By Anonymous • February 01, 2007•Other Issues
By a Third-Year Law Student
In the ongoing skirmish to redefine the parameters of professional dress for women, the old battlefields were permission to go without nylons and abandon the skirt. Today, barelegged women in pantsuits are fighting a more internal battle for the freedom to act like something other than a female man and still be taken seriously. Perhaps with the exception of Martha Stewart, whose empire is, after all, built around the concept of creating a warm and welcoming home, the top female professionals often maintain their queen of the mountain status only by ruling like a king. And women who rule like kings, though navigating the right personality to claim the mountain, are still chastised for being too manly even after they reach the top. Professional women, it seems, are damned if they squeak and if they roar.
On the one hand, I shirk away from writing this commentary because I don’t want to further Larry Summer’s contention that there are innate personality and aptitude differences between men and women. Preserving the exploration of that argument for someone more scientifically qualified than I, my contention is simply that, right or wrong, we as a society perceive certain qualities as either masculine or feminine (and in fact often socialize men and women to take on certain personality characteristics). For men in the workplace, it’s often permissible to scream on the phone during business deals, embrace and project ego and arrogance, cultivate interpersonal skills that rely more on charisma than connection, and maintain a professional “distance” from clients and underlings. Since men have only recently been joined by women in top positions in business as well as in law, the model for success and professional behavior is still overwhelmingly masculine. For women in the workplace, “feminine” behavior is more associated with secretaries than with partners, and to differentiate themselves and project “professionalism,” women are often forced to embrace the masculine paradigm of behavior to be taken seriously.
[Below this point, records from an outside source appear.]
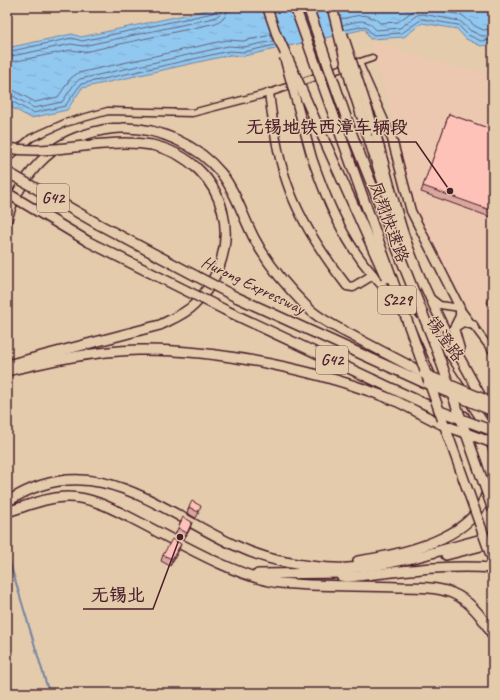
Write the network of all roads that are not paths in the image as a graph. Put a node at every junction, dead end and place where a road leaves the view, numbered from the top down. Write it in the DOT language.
graph roads {
  1 [pos="267,7"];
  2 [pos="295,7"];
  3 [pos="308,7"];
  4 [pos="333,7"];
  5 [pos="278,37"];
  6 [pos="372,58"];
  7 [pos="358,63"];
  8 [pos="269,93"];
  9 [pos="7,148"];
  10 [pos="7,159"];
  11 [pos="7,172"];
  12 [pos="7,193"];
  13 [pos="7,219"];
  14 [pos="373,275"];
  15 [pos="431,298"];
  16 [pos="460,308"];
  17 [pos="473,325"];
  18 [pos="454,328"];
  19 [pos="422,330"];
  20 [pos="416,345"];
  21 [pos="435,345"];
  22 [pos="493,352"];
  23 [pos="7,365"];
  24 [pos="7,371"];
  25 [pos="476,387"];
  26 [pos="493,403"];
  27 [pos="493,411"];
  28 [pos="493,417"];
  29 [pos="493,431"];
  30 [pos="493,437"];
  31 [pos="493,443"];
  32 [pos="8,501"];
  33 [pos="31,504"];
  34 [pos="493,510"];
  35 [pos="7,512"];
  36 [pos="7,516"];
  37 [pos="489,542"];
  38 [pos="416,559"];
  39 [pos="493,561"];
  40 [pos="390,565"];
  41 [pos="493,569"];
  42 [pos="250,574"];
  43 [pos="493,636"];
  1 -- 5 [label="main road, 锡澄路, bridge"];
  2 -- 20 [label="highway, 凤翔快速路, bridge"];
  3 -- 21 [label="highway, 凤翔快速路, bridge"];
  4 -- 15 [label="main road, 锡澄路 / S229, bridge"];
  4 -- 21 [label="highway, bridge"];
  5 -- 14 [label="main road, 锡澄路 / S229, bridge"];
  5 -- 20 [label="highway, bridge"];
  6 -- 7 [label="street"];
  7 -- 8 [label="street"];
  7 -- 16 [label="main road"];
  8 -- 10 [label="street"];
  8 -- 14 [label="main road"];
  9 -- 23 [label="highway, bridge"];
  11 -- 27 [label="highway, Hurong Expressway / G42, bridge"];
  12 -- 29 [label="highway, Hurong Expressway / G42, bridge"];
  13 -- 26 [label="highway, bridge"];
  14 -- 19 [label="main road, 锡澄路 / S229"];
  15 -- 16 [label="street"];
  15 -- 25 [label="main road, 锡澄路 / S229"];
  16 -- 17 [label="street"];
  16 -- 18 [label="main road"];
  17 -- 18 [label="main road"];
  17 -- 22 [label="street"];
  18 -- 25 [label="main road"];
  19 -- 30 [label="main road, 锡澄路 / S229"];
  19 -- 38 [label="highway"];
  20 -- 37 [label="highway, 凤翔快速路, bridge"];
  21 -- 34 [label="highway, 凤翔快速路, bridge"];
  24 -- 31 [label="highway, bridge"];
  25 -- 28 [label="main road, 锡澄路 / S229"];
  32 -- 40 [label="highway"];
  33 -- 35 [label="highway"];
  33 -- 36 [label="highway"];
  33 -- 42 [label="highway"];
  37 -- 38 [label="highway"];
  37 -- 39 [label="highway, 凤翔快速路, bridge"];
  37 -- 41 [label="highway, bridge"];
  38 -- 40 [label="highway"];
  38 -- 40 [label="highway"];
  38 -- 41 [label="highway"];
  40 -- 42 [label="highway"];
  42 -- 43 [label="highway"];
}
This balance is a delicate tightrope walk indeed since women who go too far in emulating traditionally masculine characteristics are criticized for their lack of femininity. Professional women are left with an extremely narrow range of personality traits with which to compose their outward selves. Smile too much (they’ll call it ingratiating) or laugh too often (they’ll say you giggle), and you’re soft and unable to be taken seriously. Maybe you’re naïve or sweet or just too reminiscent of so-and-so’s granddaughter to be viewed as professionally competent. Maybe you suddenly look like you belong more in a kitchen with a baby on your hip and a serving spoon in your hand than in a meeting with that important client. For whatever reason, too much “feminine” personality can sink the professional ship. On the other hand, if your grip is too firm, your walk too purposeful, your voice too crisp, then you risk being threatening, and the B word is tossed around, even if behind your back and even if the important client is no longer thinking of his granddaughter or how he’d really rather have a man on the case.
Dress and personal presentation have long been linked with women’s liberation. In the late nineteenth and early twentieth century, dress reform went hand-in-hand with women’s suffrage. Women, wanting their voices heard in public life as well as at the ballot box, found their voices constricted by corsets and petticoats. Liberation, then as now, came with the ability to better impersonate the men and wear pants. Of course we didn’t want to wear skirts, the argument went, because we knew we’d never be taken seriously if we were still objectified. The solution was to dress like the men. There’s nothing necessarily wrong with everyone choosing to dress the same or embrace the same norms of professionalism—this sameness could arguably herald true equality among the sexes. But is it a choice? And if so, why are women punished for making it?
As women become more successful, they are also more reviled regardless of how they play the personality card. Hillary Clinton is called a lesbian and criticized for being cold and hard—too like a man. On the opposite extreme, Harriet Miers is viewed as incompetent and silly—too like a woman—with her legal skills derided for things like sending then-Governor Bush a greeting card calling him “the best governor ever.” The nation derisively called Clinton the B word and rolled its eyes at Miers’ “crush” on the President. The new glass ceiling is one of perception: how do women earn the same respect afforded to men? If it’s not by acting like a man (you’re permitted to achieve but never accepted or liked) and it’s not by acting like a woman (you’re viewed as achieving because of your charms and not because of your brain), then what’s a professional woman to do?